Aim of the exercise
Copy each line below holding "function".

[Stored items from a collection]
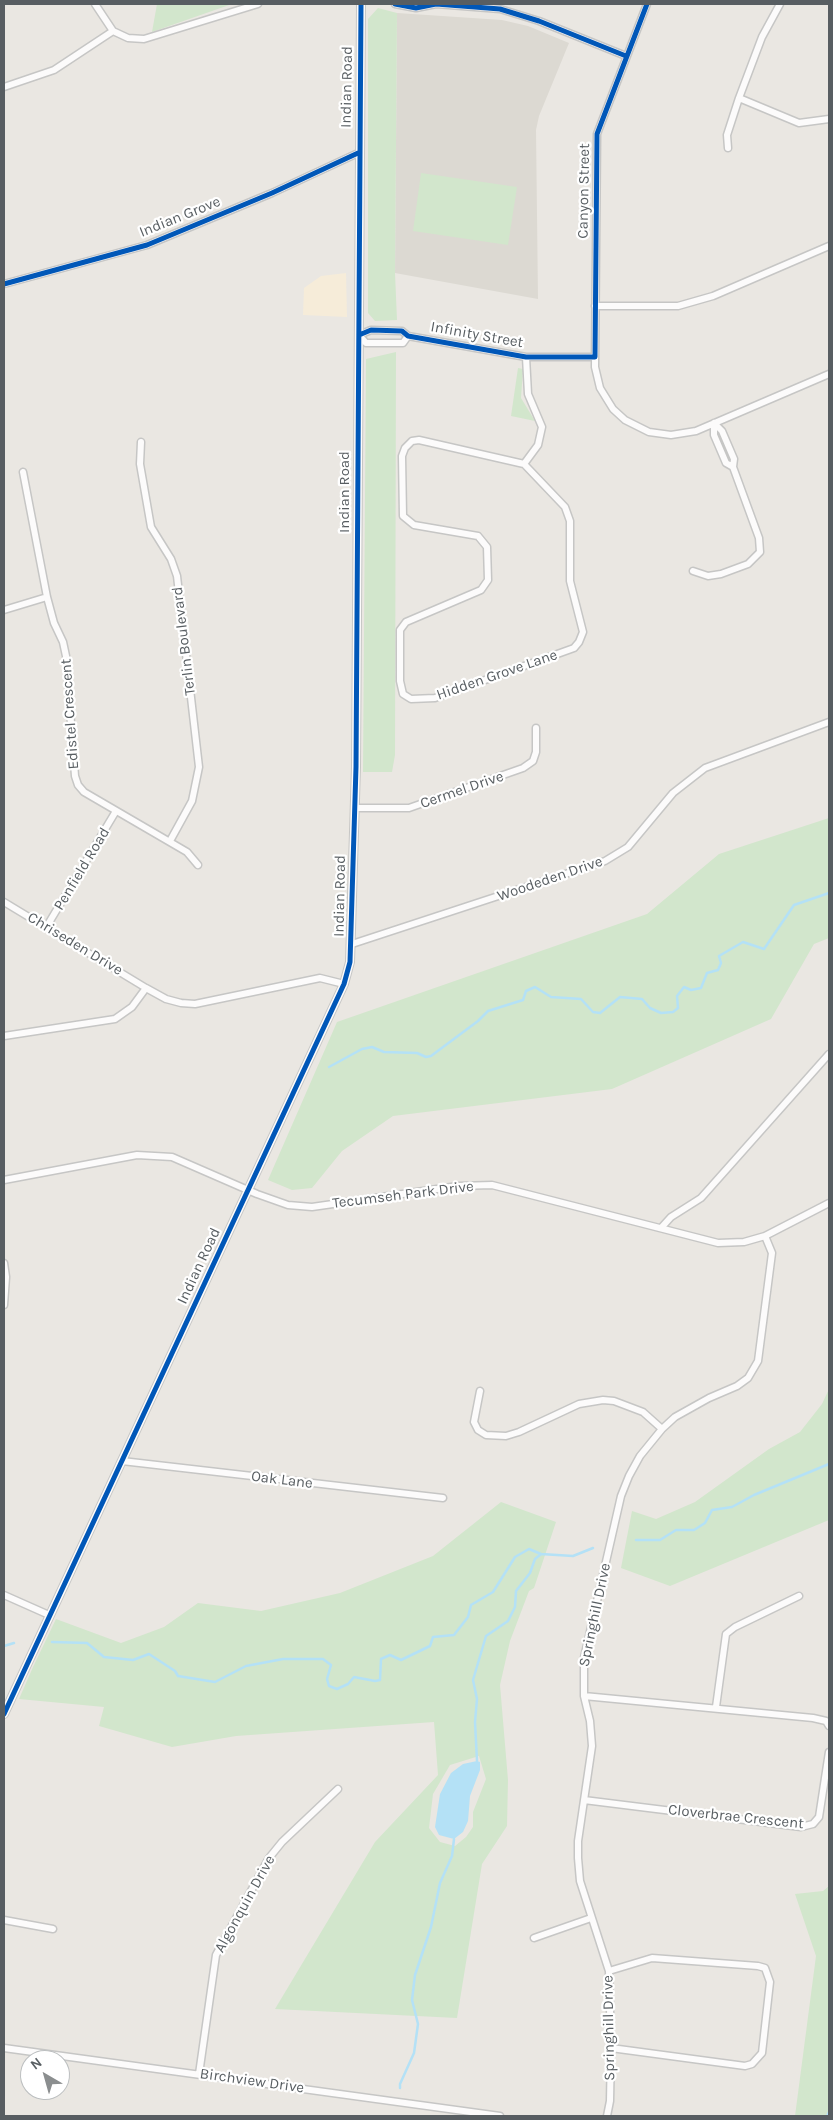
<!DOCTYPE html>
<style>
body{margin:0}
#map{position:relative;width:833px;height:2120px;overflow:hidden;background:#eae7e2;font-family:Karla,sans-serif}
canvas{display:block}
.frame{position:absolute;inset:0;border:5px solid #585e62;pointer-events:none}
.north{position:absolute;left:20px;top:2050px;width:50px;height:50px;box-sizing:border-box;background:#fff;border:1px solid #bcbfc0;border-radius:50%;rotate:322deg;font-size:14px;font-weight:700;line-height:20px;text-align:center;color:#585e62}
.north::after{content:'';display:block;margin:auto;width:18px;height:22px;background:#8b8e8f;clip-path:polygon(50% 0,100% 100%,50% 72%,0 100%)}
</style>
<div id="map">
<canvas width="833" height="2120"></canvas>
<div class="frame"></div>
<div class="north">N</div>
</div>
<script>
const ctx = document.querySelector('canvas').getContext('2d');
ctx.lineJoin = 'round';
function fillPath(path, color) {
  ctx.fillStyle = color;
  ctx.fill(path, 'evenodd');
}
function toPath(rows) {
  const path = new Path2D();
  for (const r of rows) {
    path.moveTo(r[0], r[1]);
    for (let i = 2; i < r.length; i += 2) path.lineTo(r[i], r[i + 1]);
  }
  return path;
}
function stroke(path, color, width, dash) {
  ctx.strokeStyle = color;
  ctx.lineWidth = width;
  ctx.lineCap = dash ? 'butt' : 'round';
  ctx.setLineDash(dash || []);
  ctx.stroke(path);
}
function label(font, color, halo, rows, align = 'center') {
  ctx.font = font + ' Karla,sans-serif';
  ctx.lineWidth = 4.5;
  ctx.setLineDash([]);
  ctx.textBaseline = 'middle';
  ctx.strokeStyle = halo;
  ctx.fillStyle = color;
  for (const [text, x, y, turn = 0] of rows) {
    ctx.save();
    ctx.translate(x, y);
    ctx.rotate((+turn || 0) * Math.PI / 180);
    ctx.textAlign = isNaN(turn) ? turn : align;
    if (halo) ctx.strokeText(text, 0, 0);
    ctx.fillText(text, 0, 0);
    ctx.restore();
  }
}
const commercial = toPath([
 [346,273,347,317,303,315,304,288,321,276]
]);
const education = toPath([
 [397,13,502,20,528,26,569,43,539,116,536,130,538,299,395,273]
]);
const green = toPath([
 [157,4,232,4,152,32],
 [378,8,397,13,395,273,397,320,375,321,368,313,368,19],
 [421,173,517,187,508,245,413,231],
 [396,352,395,755,392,772,363,772,366,359],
 [518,368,523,369,521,398,535,421,511,416],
 [829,818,829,938,814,944,771,1019,612,1089,393,1116,342,1151,312,1188,292,1190,268,1180,337,1022,647,914,719,854],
 [829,1389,829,1520,670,1586,621,1568,632,1511,656,1519,695,1502,769,1449,800,1432,822,1404],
 [501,1502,556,1522,534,1588,529,1591,510,1641,500,1685,508,1780,507,1826,482,1864,457,2018,275,2009,375,1842,438,1775,434,1722,236,1736,172,1747,99,1726,104,1707,19,1699,33,1667,56,1619,121,1643,164,1627,198,1603,261,1611,340,1593,433,1556],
 [479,1756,486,1779,473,1812,473,1827,466,1837,455,1846,440,1842,429,1828,433,1794,450,1765],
 [829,1886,829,2116,795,2116,816,1956,795,1894,823,1891]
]);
const water = toPath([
 [477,1761,480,1762,480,1770,470,1796,468,1821,463,1832,454,1839,439,1835,435,1827,440,1794,451,1773,463,1764]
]);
const stream = toPath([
 [329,1067,362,1049,372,1047,384,1052,417,1053,426,1057,431,1056,478,1021,488,1011,523,1000,526,991,535,987,551,997,581,999,593,1012,600,1013,620,997,642,999,650,1008,661,1013,673,1012,678,1008,677,996,684,987,691,990,701,988,707,973,718,970,721,963,719,956,743,942,764,949,794,905,829,893],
 [636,1540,660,1540,676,1530,694,1530,705,1523,712,1510,732,1507,754,1495,829,1464],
 [52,1642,87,1643,104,1657,133,1660,149,1654,175,1671,178,1676,215,1682,246,1666,283,1659,323,1659,331,1665,327,1679,329,1686,337,1689,348,1684,354,1677,375,1681,380,1680,381,1659,390,1655,401,1660,430,1646,433,1637,454,1635,468,1617,471,1605,493,1592,515,1557,529,1549,541,1554],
 [4,1646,14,1643],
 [477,1761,475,1722,477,1699,473,1680,486,1636,508,1621,515,1607,516,1591,530,1573,535,1559,541,1554,573,1556,593,1548],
 [400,2088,400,2084,414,2053,418,2024,412,2000,415,1975,431,1927,440,1883,452,1856,454,1839],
 [827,2116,829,2112]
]);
const minor = toPath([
 [95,4,113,31],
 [395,4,416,8,436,4,500,9,539,21,626,56],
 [647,4,597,134,595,367,600,388,613,409,625,420,649,432,671,435,696,431,829,374],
 [113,31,128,38,144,39,258,4],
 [4,87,54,70,113,31],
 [739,98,799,123,829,119],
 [728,148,727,135,739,98,762,37,780,4],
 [4,284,147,245,272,193,358,153],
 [595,306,678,306,713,296,829,246],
 [408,336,403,343,366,343,359,335,371,330,402,331,408,336,526,357,595,357],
 [714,423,714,435,726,463,733,467],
 [419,440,524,464,565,507,570,521,570,581,583,632,579,642,574,648,435,698,411,699,403,694,400,681,400,630,406,622,481,590,488,580,487,547,478,536,414,525,403,516,402,456,405,448,412,441,419,440],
 [141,442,140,464,151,527,171,559,177,576,199,767,192,801,170,841],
 [524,464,538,445,542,427,528,394,526,357],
 [23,472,47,597,54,623,63,642,66,656,75,776,78,785,84,792,187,852,198,865],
 [693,571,708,576,721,574,748,564,760,552,759,538,733,467,734,459,722,431,714,423],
 [4,610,47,597],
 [355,808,409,808,523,768,533,761,536,752,536,728],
 [4,902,146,988,166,999,181,1003,195,1004,320,978,344,984],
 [47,926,116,811],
 [352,944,605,861,628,847,673,793,705,768,829,722],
 [4,1036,115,1019,132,1007,146,988],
 [4,1180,137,1155,172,1157,257,1194,288,1205,312,1207,458,1186,492,1185,718,1243,744,1242,765,1236,829,1203],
 [661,1228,671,1217,701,1198,829,1054],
 [4,1263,6,1277,4,1305],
 [480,1391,474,1422,478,1430,486,1435,506,1436,519,1432,579,1404,603,1400,614,1401,643,1412,662,1429],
 [122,1461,443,1498],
 [4,1595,49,1615],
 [584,1696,813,1718,826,1721,829,1726],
 [716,1707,726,1634,735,1627,799,1596],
 [584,1800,801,1827,813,1824,819,1817,829,1752],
 [4,1920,53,1929],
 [534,1938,591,1918],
 [609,1971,652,1958,758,1966,765,1968,770,1982,762,2053,752,2064,745,2066,611,2048],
 [4,2048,500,2116],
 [199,2074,216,1955,269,1858,282,1842,338,1789],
 [607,2116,610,2101,611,2048,609,1971,580,1881,578,1858,578,1841,592,1746,590,1721,584,1696,584,1658,621,1496,629,1476,640,1456,662,1429,675,1417,709,1398,737,1386,748,1378,758,1361,772,1253,765,1236]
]);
const tertiary = toPath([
 [4,1714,344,984,350,962,356,767,361,4]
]);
const cycleway = toPath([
 [395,4,416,8,436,4,500,9,539,21,626,56],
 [4,284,147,245,272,193,358,153],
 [359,335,371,330,402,331,408,336,526,357,595,357,597,134,647,4],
 [4,1714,344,984,350,962,356,767,361,4]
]);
const streetNames = [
 ["Indian Road",347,87,-89],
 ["Canyon Street",584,191,-89],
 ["Indian Grove",180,217,-22],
 ["Infinity Street",477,335,10],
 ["Indian Road",345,492,-90],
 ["Terlin Boulevard",184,641,-97],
 ["Hidden Grove Lane",497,675,-19],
 ["Edistel Crescent",70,714,-94],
 ["Cermel Drive",462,790,-19],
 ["Penfield Road",82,869,-59],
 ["Woodeden Drive",550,879,-19],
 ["Indian Road",340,896,-89],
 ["Chriseden Drive",75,944,31],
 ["Tecumseh Park Drive",403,1195,-7],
 ["Indian Road",199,1266,-65],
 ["Oak Lane",282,1480,7],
 ["Springhill Drive",595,1615,-78],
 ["Cloverbrae Crescent",736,1817,6],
 ["Algonquin Drive",245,1904,-61],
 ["Springhill Drive",609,2028,-91],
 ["Birchview Drive",252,2081,8]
];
fillPath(commercial, '#f6ecd9');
fillPath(education, '#dcd9d2');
fillPath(green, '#d2e6cc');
fillPath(water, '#b4e1f6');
stroke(stream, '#b4e1f6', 2.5);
stroke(minor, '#c6c6c5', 9);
stroke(tertiary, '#c6c6c5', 10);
stroke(minor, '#fcfbfb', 6);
stroke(tertiary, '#fcfbfb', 8);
stroke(cycleway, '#0057b8', 5);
label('15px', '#585e62', '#fff', streetNames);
</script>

Answer to this problem
function fillPath(path, color) {
function toPath(rows) {
function stroke(path, color, width, dash) {
function label(font, color, halo, rows, align = 'center') {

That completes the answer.